研究表明，差异表达的miRNA及其靶基因功能包括参与氧化应激反应、释放炎症递质、免疫细胞功能和反应调控等［12］。miRNA在AR中表现出特定特征，具有重要调控作用［13］。miR-155目前研究较多，在适应性免疫细胞（包括效应T细胞亚群）发育和激活中发挥作用，参与造血细胞分化、免疫、血管重塑以及炎症信号通路等调控，被认为参与AR发病［11，14］。鼻炎组miR-155表 达高于对照组（P＜0.05），与艾宏辉等［15］在鼻炎中的研究结论一致，miR-155影响CD4+T细胞向Th1/Th2细胞分化的平衡，miR-155缺乏将引起Th1细胞分化受阻，Th2细胞诱导增加［16］。本研究也发现AR组miR-155呈高表达，IFN-γ呈低表达，且二者呈负相关。

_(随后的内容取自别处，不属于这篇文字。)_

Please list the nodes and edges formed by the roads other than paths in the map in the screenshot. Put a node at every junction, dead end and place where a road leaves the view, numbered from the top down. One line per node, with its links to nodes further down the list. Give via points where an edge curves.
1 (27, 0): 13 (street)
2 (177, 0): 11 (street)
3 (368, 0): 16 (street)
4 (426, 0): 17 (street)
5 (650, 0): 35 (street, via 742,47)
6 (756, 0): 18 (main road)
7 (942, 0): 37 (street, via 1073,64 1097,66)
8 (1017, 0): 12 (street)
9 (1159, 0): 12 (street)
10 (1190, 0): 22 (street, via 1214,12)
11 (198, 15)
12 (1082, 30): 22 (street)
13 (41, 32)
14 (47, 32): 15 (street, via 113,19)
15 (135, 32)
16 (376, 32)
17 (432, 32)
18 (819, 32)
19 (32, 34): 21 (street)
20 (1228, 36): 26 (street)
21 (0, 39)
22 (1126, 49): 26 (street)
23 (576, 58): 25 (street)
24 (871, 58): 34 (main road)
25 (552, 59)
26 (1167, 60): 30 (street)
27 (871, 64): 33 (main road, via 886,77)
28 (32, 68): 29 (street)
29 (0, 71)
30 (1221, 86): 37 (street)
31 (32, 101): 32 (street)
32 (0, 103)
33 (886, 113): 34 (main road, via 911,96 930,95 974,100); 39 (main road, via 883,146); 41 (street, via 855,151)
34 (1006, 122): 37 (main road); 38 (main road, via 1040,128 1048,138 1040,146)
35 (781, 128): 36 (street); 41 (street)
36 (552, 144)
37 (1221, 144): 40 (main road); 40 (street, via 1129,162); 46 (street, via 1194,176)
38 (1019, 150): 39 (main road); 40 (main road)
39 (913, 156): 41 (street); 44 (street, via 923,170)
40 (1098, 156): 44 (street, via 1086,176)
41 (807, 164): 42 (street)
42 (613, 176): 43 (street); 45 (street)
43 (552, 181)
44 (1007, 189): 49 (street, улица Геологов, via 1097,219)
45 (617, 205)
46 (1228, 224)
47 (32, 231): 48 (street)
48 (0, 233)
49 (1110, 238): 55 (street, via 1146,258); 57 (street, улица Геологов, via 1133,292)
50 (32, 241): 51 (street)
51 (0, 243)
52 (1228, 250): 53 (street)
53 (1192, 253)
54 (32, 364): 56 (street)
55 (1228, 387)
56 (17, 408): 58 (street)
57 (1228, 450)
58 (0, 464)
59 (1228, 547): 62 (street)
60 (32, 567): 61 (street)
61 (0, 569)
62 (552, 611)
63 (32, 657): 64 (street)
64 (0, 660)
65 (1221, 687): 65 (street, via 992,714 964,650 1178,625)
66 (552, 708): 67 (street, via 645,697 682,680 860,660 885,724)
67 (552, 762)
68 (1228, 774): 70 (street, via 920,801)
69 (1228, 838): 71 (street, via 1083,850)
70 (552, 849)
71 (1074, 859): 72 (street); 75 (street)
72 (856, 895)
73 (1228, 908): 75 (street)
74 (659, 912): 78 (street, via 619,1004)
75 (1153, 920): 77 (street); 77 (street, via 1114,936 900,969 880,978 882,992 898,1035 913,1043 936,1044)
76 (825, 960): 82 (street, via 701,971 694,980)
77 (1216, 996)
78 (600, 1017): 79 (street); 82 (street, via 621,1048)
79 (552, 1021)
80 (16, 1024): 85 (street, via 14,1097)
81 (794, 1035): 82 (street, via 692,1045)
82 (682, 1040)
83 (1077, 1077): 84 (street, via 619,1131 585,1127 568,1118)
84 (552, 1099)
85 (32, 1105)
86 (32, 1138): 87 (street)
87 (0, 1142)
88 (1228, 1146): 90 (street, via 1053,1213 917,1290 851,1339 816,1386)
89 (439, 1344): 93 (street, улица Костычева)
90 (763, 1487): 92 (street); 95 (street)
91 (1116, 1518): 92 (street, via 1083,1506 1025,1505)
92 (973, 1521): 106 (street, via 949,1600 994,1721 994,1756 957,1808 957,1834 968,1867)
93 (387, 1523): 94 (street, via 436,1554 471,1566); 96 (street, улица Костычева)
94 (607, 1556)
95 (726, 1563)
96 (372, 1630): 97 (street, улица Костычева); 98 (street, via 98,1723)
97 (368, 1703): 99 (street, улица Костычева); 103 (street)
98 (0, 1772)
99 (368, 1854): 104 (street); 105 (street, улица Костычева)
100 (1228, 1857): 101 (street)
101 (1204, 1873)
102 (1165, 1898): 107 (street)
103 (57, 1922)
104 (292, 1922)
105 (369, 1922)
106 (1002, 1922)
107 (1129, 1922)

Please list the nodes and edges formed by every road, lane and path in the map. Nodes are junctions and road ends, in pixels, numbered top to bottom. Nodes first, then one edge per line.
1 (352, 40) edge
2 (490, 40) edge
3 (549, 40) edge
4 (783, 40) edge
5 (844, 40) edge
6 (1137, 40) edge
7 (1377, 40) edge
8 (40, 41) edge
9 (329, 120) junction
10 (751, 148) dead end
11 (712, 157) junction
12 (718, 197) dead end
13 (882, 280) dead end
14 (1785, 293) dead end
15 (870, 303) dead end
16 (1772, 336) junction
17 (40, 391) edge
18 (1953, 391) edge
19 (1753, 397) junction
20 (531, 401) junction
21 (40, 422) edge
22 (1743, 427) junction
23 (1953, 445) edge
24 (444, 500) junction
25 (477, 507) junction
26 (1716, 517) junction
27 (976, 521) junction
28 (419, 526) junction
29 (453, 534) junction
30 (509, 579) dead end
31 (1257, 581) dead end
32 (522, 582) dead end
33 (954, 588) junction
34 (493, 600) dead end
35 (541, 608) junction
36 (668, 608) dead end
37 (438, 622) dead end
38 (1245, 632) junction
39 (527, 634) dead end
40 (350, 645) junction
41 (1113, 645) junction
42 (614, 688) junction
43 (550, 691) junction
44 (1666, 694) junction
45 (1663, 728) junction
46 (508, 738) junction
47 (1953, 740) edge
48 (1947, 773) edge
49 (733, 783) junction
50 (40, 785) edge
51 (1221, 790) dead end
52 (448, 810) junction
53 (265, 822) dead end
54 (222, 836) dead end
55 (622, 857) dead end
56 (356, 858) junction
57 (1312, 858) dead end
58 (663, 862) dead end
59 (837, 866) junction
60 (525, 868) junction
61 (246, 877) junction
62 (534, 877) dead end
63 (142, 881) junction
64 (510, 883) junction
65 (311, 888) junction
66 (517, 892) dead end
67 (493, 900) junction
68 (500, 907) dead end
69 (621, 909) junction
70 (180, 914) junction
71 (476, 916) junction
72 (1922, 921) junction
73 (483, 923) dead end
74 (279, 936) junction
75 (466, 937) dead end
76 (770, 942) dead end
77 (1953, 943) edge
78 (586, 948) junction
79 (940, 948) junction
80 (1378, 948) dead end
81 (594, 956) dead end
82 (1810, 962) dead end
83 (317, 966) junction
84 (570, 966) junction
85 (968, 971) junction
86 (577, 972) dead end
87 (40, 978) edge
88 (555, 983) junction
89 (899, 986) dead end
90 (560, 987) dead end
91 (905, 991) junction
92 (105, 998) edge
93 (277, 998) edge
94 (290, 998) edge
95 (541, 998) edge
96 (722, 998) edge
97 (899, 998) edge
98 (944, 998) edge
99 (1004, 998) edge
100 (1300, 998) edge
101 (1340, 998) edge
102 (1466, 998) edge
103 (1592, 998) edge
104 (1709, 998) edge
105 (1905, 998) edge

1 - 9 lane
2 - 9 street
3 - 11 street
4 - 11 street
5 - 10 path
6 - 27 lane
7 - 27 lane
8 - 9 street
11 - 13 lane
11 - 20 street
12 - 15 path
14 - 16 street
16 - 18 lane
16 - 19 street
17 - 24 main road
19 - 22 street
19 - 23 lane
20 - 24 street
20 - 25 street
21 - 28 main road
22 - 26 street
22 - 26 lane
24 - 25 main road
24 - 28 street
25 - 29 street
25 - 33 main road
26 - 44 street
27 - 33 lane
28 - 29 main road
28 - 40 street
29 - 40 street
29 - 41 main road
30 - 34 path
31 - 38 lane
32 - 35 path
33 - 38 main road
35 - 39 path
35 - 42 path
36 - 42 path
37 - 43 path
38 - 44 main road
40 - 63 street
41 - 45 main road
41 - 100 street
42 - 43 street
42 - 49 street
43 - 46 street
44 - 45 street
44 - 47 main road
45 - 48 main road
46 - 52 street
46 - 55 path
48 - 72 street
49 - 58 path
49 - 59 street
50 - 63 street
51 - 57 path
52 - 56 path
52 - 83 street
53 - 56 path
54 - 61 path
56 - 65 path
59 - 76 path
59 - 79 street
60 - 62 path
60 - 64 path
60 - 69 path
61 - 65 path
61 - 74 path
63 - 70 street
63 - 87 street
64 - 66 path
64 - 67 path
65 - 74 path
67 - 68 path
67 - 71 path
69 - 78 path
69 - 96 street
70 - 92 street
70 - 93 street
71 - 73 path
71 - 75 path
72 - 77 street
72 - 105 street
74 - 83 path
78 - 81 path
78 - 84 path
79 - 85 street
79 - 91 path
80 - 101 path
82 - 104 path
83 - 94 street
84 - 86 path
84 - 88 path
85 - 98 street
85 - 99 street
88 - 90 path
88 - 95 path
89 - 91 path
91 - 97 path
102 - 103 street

miR-326差异表达在AR中的研究较少，但与肿瘤、免疫系统疾病密切相关［17-18］。鼻炎组外周血CD4+T细胞miR-326表达是对照组的2.69倍，差异有统计学意义（P＜0.05），与IFN-γmRNA表达呈负相关（P＜0.05）。正常组中维吾尔族miR-326水平是汉族的3.5倍（P＜0.05），提示miR-326在AR发病机制中可能起重要调控作用。自身免疫性疾病研究发现，miR-326表达与Treg/Th17有关，可促进Th17细胞分化，导致炎症发生［19-20］。鼻炎组CD4+T细胞miR-326高表达，在正常组维吾尔族表达高于汉族，且与IFN-γ呈负相关。为进一步研究这种表达差异与甲基化的关系，本研究以甲基化酶抑制剂5-Aza干预AR模型大鼠，检测大鼠鼻黏膜miR-326、INF-γ表达，发现模型组miR-326表达上升，与在人群中研究一致，但这种增高趋势随着甲基化酶抑制剂干预后下降，模型组IFN-γ表达显著下降（P＜0.05），甲基化酶抑制剂干预后其表达显著提高。甲基化酶抑制剂干预培养的淋巴细胞后，miR-326表达呈上升趋势，但随着甲基化酶抑制剂干预浓度上升而下降；IFN-γ蛋白表达下降，这种下降趋势随着甲基化酶抑制剂干预浓度上升有所减弱，说明甲基化酶抑制剂干预可上调miR-326及IFN-γmRNA表达，下调IFN-γ蛋白表达。本研究分别在人、动物模型及培养的外周血淋巴细胞中检测了miR-326表达，分析甲基化酶抑制剂干预对其的影响，结果显示miR-326在鼻炎患者外周血CD4+T高表达，甲基化酶抑制剂干预Jurkat细胞后miR-326表达呈上升趋势，AR模型中也发现miR-326在大鼠鼻黏膜中表达上升，与在患者外周血淋巴细胞中的研究一致。

综上，新疆维吾尔族鼻炎患病率低于汉族，这种差异可能受长期环境因素与表观遗传学（如miRNA表达及甲基化等改变）有关，表现为维吾尔族人群miR-326高表达与IL-4低表达，病例组IFN-γ呈低表达，甲基化干预可调控T细胞miR-326及IFN-γ表达，但在鼻黏膜差异无统计学意义。miR-326表达与IFN-γmRNA表达呈负相关，提示miR-326可能通过影响Th2细胞因子产生导致Th1/Th2失衡，最终导致AR发生。AR发病率逐年升高，新疆汉族鼻炎患病率高于维吾尔族，严重影响患者日常生活及学习，本研究显示新疆维吾尔族和汉族AR患者miR-326高表达主要发生于CD4+T淋巴细胞，这种高表达的机制有待进一步研究。